▶ [Work item] The string "Бажова" appears in some lines of the entries that follow; copy each such line.

▶ [Supplied material]
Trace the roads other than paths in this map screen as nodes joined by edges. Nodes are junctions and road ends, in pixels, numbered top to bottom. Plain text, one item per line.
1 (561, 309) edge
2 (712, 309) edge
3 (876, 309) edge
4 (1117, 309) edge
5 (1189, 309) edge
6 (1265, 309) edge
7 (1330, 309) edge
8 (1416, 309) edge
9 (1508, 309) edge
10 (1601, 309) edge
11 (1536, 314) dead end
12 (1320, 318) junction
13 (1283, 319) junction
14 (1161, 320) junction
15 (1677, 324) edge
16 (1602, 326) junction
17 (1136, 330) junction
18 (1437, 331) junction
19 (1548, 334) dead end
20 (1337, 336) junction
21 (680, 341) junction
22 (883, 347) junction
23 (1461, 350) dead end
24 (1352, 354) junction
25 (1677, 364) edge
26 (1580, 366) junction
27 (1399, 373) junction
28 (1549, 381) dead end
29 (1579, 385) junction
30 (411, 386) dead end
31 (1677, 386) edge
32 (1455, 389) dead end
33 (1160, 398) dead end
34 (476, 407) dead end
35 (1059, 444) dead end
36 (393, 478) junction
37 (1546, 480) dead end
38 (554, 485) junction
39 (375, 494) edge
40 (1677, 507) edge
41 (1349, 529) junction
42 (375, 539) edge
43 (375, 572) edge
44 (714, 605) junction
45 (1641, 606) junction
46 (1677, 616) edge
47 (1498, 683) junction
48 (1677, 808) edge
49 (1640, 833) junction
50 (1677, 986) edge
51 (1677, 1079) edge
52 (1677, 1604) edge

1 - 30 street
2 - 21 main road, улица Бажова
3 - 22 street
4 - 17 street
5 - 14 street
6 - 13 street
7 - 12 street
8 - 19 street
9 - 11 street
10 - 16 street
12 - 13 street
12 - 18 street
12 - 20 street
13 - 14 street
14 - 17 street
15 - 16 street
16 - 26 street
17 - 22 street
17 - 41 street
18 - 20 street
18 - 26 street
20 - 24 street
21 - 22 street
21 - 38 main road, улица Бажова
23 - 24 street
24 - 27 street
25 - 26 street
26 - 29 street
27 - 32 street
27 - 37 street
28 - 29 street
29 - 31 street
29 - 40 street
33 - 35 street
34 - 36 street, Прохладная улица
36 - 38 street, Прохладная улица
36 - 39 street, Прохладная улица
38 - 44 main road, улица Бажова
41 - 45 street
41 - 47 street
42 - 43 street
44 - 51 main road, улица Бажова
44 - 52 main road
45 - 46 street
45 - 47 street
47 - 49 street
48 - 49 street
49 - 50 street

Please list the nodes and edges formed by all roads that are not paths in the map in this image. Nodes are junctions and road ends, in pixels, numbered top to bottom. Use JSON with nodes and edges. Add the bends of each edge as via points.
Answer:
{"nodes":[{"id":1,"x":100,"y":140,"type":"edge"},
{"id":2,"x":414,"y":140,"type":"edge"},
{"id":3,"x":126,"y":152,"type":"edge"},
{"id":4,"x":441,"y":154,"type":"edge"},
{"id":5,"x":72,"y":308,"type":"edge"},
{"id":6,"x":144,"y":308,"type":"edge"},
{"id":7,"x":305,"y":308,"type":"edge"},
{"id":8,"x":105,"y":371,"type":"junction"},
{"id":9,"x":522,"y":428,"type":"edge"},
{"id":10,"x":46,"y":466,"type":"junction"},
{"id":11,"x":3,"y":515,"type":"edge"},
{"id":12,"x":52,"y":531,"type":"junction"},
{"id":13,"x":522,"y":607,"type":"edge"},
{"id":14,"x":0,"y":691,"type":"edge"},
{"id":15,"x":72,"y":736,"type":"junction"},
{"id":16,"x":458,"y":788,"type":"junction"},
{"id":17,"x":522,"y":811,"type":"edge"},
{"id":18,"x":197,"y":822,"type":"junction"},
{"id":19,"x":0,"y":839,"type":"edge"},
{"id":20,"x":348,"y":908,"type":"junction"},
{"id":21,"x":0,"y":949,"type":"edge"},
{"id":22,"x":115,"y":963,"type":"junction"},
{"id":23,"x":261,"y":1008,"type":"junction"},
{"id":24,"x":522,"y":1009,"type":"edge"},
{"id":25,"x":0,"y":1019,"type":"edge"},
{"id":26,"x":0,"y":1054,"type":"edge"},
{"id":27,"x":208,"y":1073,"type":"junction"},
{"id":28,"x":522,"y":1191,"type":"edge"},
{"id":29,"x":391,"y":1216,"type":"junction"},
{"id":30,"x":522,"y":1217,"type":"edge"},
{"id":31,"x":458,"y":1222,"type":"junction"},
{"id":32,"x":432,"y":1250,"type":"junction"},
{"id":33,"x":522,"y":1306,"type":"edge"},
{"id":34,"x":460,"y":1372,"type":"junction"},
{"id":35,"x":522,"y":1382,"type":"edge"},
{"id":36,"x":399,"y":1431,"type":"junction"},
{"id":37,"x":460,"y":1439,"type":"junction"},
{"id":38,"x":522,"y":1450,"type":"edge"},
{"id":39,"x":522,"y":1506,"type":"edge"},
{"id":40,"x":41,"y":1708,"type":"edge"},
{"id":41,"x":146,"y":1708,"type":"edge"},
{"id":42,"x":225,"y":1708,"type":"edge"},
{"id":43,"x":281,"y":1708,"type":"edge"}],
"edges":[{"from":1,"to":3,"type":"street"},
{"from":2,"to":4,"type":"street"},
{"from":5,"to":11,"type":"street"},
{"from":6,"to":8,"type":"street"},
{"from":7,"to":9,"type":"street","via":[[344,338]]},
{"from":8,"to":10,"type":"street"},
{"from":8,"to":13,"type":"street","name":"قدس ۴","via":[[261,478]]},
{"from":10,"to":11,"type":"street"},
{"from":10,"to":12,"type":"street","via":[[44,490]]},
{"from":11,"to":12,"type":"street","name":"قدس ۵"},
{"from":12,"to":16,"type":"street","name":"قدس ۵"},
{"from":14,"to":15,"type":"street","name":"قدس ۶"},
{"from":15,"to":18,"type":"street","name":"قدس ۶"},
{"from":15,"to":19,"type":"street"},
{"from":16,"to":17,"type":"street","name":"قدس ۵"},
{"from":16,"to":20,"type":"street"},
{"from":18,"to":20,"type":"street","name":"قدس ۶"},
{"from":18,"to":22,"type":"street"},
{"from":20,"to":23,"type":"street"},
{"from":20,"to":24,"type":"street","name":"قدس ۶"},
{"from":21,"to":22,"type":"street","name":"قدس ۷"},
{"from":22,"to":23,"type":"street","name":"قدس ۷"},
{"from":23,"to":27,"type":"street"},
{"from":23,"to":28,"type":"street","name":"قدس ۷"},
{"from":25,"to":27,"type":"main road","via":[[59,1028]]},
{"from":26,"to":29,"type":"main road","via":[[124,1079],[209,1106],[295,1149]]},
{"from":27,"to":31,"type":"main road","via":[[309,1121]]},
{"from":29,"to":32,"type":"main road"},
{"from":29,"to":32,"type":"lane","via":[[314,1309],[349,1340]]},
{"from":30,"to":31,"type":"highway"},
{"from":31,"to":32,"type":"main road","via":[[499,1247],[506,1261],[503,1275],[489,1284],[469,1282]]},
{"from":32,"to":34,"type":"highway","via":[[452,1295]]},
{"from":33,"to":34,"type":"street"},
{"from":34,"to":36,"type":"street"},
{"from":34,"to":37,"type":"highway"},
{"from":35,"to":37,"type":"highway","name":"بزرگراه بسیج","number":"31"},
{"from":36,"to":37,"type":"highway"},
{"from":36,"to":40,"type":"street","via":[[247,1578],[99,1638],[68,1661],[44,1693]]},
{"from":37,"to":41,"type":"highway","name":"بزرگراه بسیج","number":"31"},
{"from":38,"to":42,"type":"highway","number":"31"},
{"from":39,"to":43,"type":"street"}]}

▶ [Solution]
2 - 21 main road, улица Бажова
21 - 38 main road, улица Бажова
38 - 44 main road, улица Бажова
44 - 51 main road, улица Бажова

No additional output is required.